[Source data]
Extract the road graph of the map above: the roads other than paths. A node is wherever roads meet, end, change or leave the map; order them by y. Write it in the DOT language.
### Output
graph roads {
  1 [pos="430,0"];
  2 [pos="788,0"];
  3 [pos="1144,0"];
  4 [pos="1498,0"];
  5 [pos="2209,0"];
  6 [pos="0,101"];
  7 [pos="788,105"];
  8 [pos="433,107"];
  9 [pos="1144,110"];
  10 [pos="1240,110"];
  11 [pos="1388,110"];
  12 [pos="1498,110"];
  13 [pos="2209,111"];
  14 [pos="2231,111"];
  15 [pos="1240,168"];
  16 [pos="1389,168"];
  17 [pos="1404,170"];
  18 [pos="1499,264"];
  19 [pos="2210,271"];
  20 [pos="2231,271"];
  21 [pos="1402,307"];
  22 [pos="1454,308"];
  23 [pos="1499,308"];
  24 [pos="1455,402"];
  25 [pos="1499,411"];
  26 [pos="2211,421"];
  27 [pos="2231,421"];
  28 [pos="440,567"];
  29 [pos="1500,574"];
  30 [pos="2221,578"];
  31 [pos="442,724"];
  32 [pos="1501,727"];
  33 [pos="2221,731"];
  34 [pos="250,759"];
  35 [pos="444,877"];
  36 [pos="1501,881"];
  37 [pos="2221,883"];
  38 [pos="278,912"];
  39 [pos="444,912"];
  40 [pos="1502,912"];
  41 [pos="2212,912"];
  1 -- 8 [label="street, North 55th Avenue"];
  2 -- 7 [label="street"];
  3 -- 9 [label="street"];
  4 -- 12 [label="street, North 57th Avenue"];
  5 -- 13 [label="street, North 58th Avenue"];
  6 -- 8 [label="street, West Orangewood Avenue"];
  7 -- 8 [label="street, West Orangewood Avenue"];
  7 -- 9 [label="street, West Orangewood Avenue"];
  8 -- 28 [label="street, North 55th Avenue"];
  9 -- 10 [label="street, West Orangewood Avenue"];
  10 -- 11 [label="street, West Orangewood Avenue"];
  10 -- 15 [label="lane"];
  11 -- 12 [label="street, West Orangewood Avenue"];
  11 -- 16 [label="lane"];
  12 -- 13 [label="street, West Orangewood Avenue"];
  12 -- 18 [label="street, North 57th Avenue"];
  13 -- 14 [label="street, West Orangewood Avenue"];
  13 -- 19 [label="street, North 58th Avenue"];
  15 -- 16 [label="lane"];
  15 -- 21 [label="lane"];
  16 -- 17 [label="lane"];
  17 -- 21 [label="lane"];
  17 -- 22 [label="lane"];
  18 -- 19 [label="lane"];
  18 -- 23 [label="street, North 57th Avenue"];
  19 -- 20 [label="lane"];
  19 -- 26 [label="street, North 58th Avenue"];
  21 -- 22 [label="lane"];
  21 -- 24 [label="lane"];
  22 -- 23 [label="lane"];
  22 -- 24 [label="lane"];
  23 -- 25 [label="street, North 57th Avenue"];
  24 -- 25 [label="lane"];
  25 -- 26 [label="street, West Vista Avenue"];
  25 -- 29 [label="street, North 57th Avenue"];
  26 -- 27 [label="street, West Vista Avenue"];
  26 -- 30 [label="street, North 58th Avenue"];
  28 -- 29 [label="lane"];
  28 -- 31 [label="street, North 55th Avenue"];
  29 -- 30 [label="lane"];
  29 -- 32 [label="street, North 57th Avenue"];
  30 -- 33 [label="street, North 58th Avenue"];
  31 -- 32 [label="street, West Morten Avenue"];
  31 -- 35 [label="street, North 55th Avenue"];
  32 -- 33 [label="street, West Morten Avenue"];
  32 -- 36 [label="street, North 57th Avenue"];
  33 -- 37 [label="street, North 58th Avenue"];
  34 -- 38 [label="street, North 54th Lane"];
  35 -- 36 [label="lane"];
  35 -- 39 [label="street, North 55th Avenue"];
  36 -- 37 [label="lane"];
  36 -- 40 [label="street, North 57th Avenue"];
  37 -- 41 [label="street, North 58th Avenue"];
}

*PROBLEM:* Return the data in its entirety, exactly as given.

*THE ANSWER:*
Extract the road graph of the map above: the roads other than paths. A node is wherever roads meet, end, change or leave the map; order them by y. Write it in the DOT language.
### Output
graph roads {
  1 [pos="430,0"];
  2 [pos="788,0"];
  3 [pos="1144,0"];
  4 [pos="1498,0"];
  5 [pos="2209,0"];
  6 [pos="0,101"];
  7 [pos="788,105"];
  8 [pos="433,107"];
  9 [pos="1144,110"];
  10 [pos="1240,110"];
  11 [pos="1388,110"];
  12 [pos="1498,110"];
  13 [pos="2209,111"];
  14 [pos="2231,111"];
  15 [pos="1240,168"];
  16 [pos="1389,168"];
  17 [pos="1404,170"];
  18 [pos="1499,264"];
  19 [pos="2210,271"];
  20 [pos="2231,271"];
  21 [pos="1402,307"];
  22 [pos="1454,308"];
  23 [pos="1499,308"];
  24 [pos="1455,402"];
  25 [pos="1499,411"];
  26 [pos="2211,421"];
  27 [pos="2231,421"];
  28 [pos="440,567"];
  29 [pos="1500,574"];
  30 [pos="2221,578"];
  31 [pos="442,724"];
  32 [pos="1501,727"];
  33 [pos="2221,731"];
  34 [pos="250,759"];
  35 [pos="444,877"];
  36 [pos="1501,881"];
  37 [pos="2221,883"];
  38 [pos="278,912"];
  39 [pos="444,912"];
  40 [pos="1502,912"];
  41 [pos="2212,912"];
  1 -- 8 [label="street, North 55th Avenue"];
  2 -- 7 [label="street"];
  3 -- 9 [label="street"];
  4 -- 12 [label="street, North 57th Avenue"];
  5 -- 13 [label="street, North 58th Avenue"];
  6 -- 8 [label="street, West Orangewood Avenue"];
  7 -- 8 [label="street, West Orangewood Avenue"];
  7 -- 9 [label="street, West Orangewood Avenue"];
  8 -- 28 [label="street, North 55th Avenue"];
  9 -- 10 [label="street, West Orangewood Avenue"];
  10 -- 11 [label="street, West Orangewood Avenue"];
  10 -- 15 [label="lane"];
  11 -- 12 [label="street, West Orangewood Avenue"];
  11 -- 16 [label="lane"];
  12 -- 13 [label="street, West Orangewood Avenue"];
  12 -- 18 [label="street, North 57th Avenue"];
  13 -- 14 [label="street, West Orangewood Avenue"];
  13 -- 19 [label="street, North 58th Avenue"];
  15 -- 16 [label="lane"];
  15 -- 21 [label="lane"];
  16 -- 17 [label="lane"];
  17 -- 21 [label="lane"];
  17 -- 22 [label="lane"];
  18 -- 19 [label="lane"];
  18 -- 23 [label="street, North 57th Avenue"];
  19 -- 20 [label="lane"];
  19 -- 26 [label="street, North 58th Avenue"];
  21 -- 22 [label="lane"];
  21 -- 24 [label="lane"];
  22 -- 23 [label="lane"];
  22 -- 24 [label="lane"];
  23 -- 25 [label="street, North 57th Avenue"];
  24 -- 25 [label="lane"];
  25 -- 26 [label="street, West Vista Avenue"];
  25 -- 29 [label="street, North 57th Avenue"];
  26 -- 27 [label="street, West Vista Avenue"];
  26 -- 30 [label="street, North 58th Avenue"];
  28 -- 29 [label="lane"];
  28 -- 31 [label="street, North 55th Avenue"];
  29 -- 30 [label="lane"];
  29 -- 32 [label="street, North 57th Avenue"];
  30 -- 33 [label="street, North 58th Avenue"];
  31 -- 32 [label="street, West Morten Avenue"];
  31 -- 35 [label="street, North 55th Avenue"];
  32 -- 33 [label="street, West Morten Avenue"];
  32 -- 36 [label="street, North 57th Avenue"];
  33 -- 37 [label="street, North 58th Avenue"];
  34 -- 38 [label="street, North 54th Lane"];
  35 -- 36 [label="lane"];
  35 -- 39 [label="street, North 55th Avenue"];
  36 -- 37 [label="lane"];
  36 -- 40 [label="street, North 57th Avenue"];
  37 -- 41 [label="street, North 58th Avenue"];
}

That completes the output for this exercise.